Main Street businesses began to lose share of the available consumer credit card float nationwide, reversing the trend of the last several quarters. According to the Federal Reserve’s July 8, 2011 G.19 Release (Consumer Credit), revolving consumer debt fell 1.3 percent in April and is projected to have risen 5.1 percent in May.  Main Street card sales in April fell 5.3 percent and again 1.5 percent in May.  Many card processors and issuers have recently reported increased consumer credit card usage figures.  Taken with the Fed release, this would indicate consumers are spending more with their cards, just not at Main Street businesses.

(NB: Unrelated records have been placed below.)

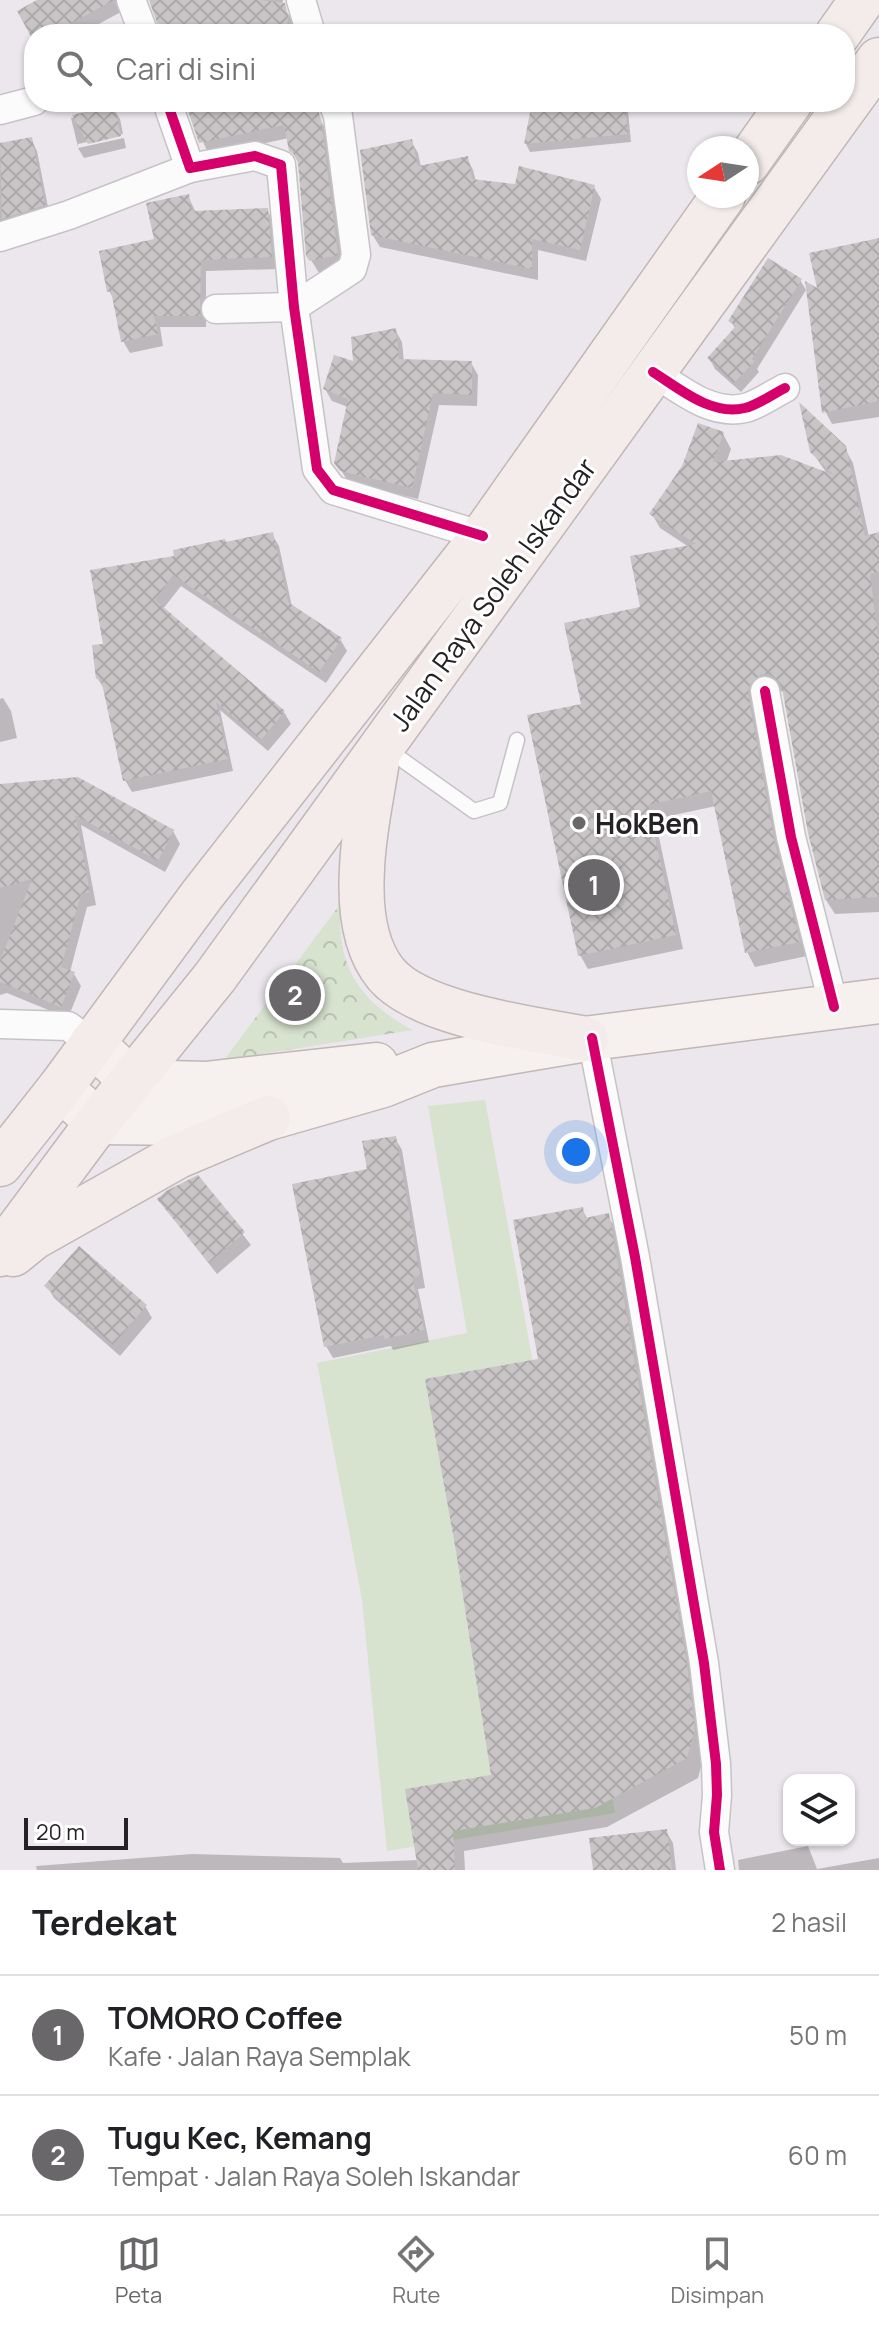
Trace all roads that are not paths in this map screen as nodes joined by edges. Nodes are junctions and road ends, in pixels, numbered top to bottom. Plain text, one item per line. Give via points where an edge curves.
1 (131, 0) edge
2 (301, 0) edge
3 (862, 0) edge
4 (140, 24) edge
5 (308, 24) edge
6 (845, 24) edge
7 (879, 60) edge
8 (855, 87) edge
9 (24, 104) edge
10 (0, 110) edge
11 (170, 112) edge
12 (337, 112) edge
13 (783, 112) edge
14 (836, 112) edge
15 (759, 146) edge
16 (190, 168) junction
17 (715, 208) edge
18 (0, 237) edge
19 (294, 307) junction
20 (216, 309) dead end
21 (653, 372) junction
22 (785, 388) dead end
23 (483, 536) junction
24 (765, 691) dead end
25 (517, 740) dead end
26 (380, 750) junction
27 (879, 1001) edge
28 (834, 1007) junction
29 (0, 1024) edge
30 (589, 1038) junction
31 (92, 1043) junction
32 (426, 1067) junction
33 (133, 1082) junction
34 (60, 1088) junction
35 (268, 1118) junction
36 (98, 1122) junction
37 (0, 1164) edge
38 (0, 1254) edge
39 (0, 1265) edge
40 (720, 1870) edge

1 - 4 street
2 - 5 street
3 - 6 highway
7 - 8 highway, Jalan Raya Soleh Iskandar
9 - 10 street
11 - 16 street
12 - 19 street via 356,255 352,269
13 - 15 highway
14 - 21 highway, Jalan Raya Soleh Iskandar
16 - 18 street
16 - 19 street via 255,156 281,165
17 - 23 highway, Jalan Raya Soleh Iskandar
19 - 20 street
19 - 23 street via 317,469 333,490
21 - 22 street via 708,405 725,409 746,408
21 - 26 highway, Jalan Raya Soleh Iskandar
23 - 31 highway, Jalan Raya Soleh Iskandar
24 - 28 street via 791,837
25 - 26 lane via 500,803 474,811
26 - 30 highway via 362,880 371,948 387,975 422,999 473,1017
26 - 33 highway, Jalan Raya Soleh Iskandar
27 - 28 main road
28 - 30 main road
29 - 31 street via 68,1026
30 - 32 main road
30 - 40 street via 635,1257 704,1663
31 - 33 main road
31 - 34 highway, Jalan Raya Soleh Iskandar
32 - 33 main road via 378,1065 205,1084
32 - 35 main road
33 - 36 highway, Jalan Raya Soleh Iskandar
34 - 36 main road
34 - 37 highway, Jalan Raya Soleh Iskandar
35 - 36 main road
35 - 39 highway via 115,1190 34,1237
36 - 38 highway, Jalan Raya Soleh Iskandar

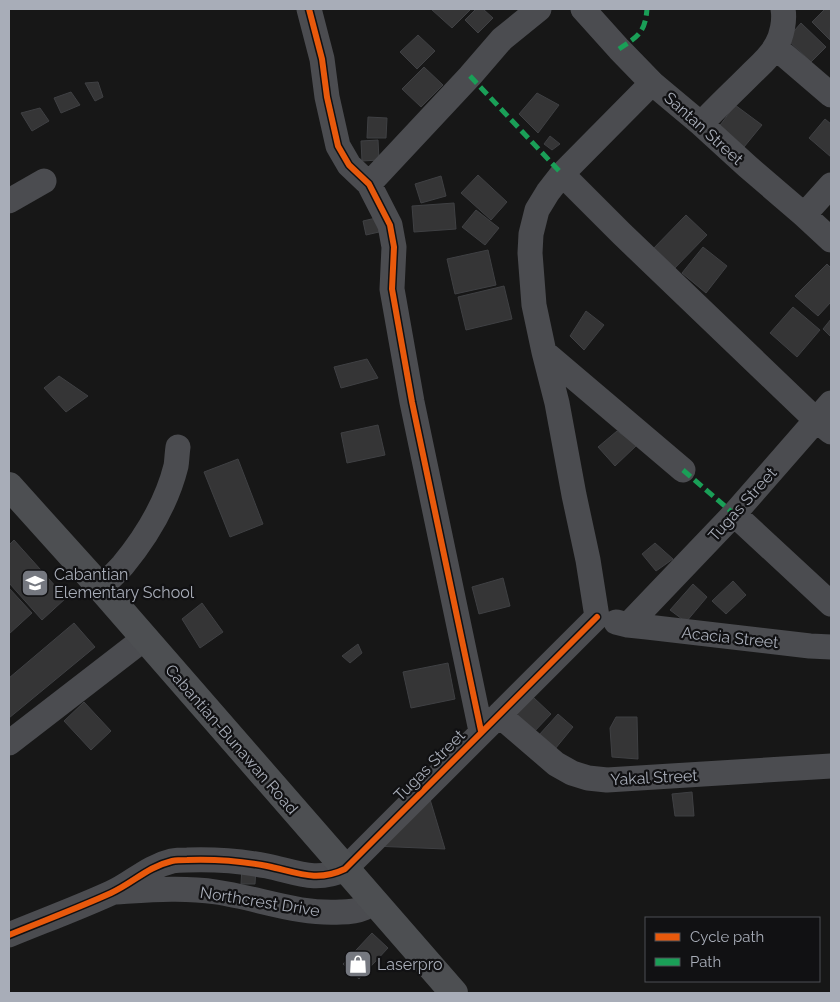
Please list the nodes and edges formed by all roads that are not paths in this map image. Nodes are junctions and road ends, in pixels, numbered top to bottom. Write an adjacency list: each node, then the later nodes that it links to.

2. Main Street restaurants are faring better.  For the third consecutive quarter, card sales at Main Street restaurants increased, although by a small amount.  Restaurants saw card sales rise 0.1 percent in Q2 2011.  In comparison, retail and service providers reported a 6.0 percent decline in Q2 2011.

Consumers are choosing less expensive restaurants in which to use their cards.  “Fine Dining” establishments experienced a 4.4 percent decline in card sales in Q2 2011, while those with an average ticket size of less than $25 reported a 2.8 percent increase. Moderately priced restaurants reported essentially no changes in Q2 2011 (average ticket sizes between $25 to $50 decreased 0.5 percent, and those with average tickets between $50 and $100 were flat.)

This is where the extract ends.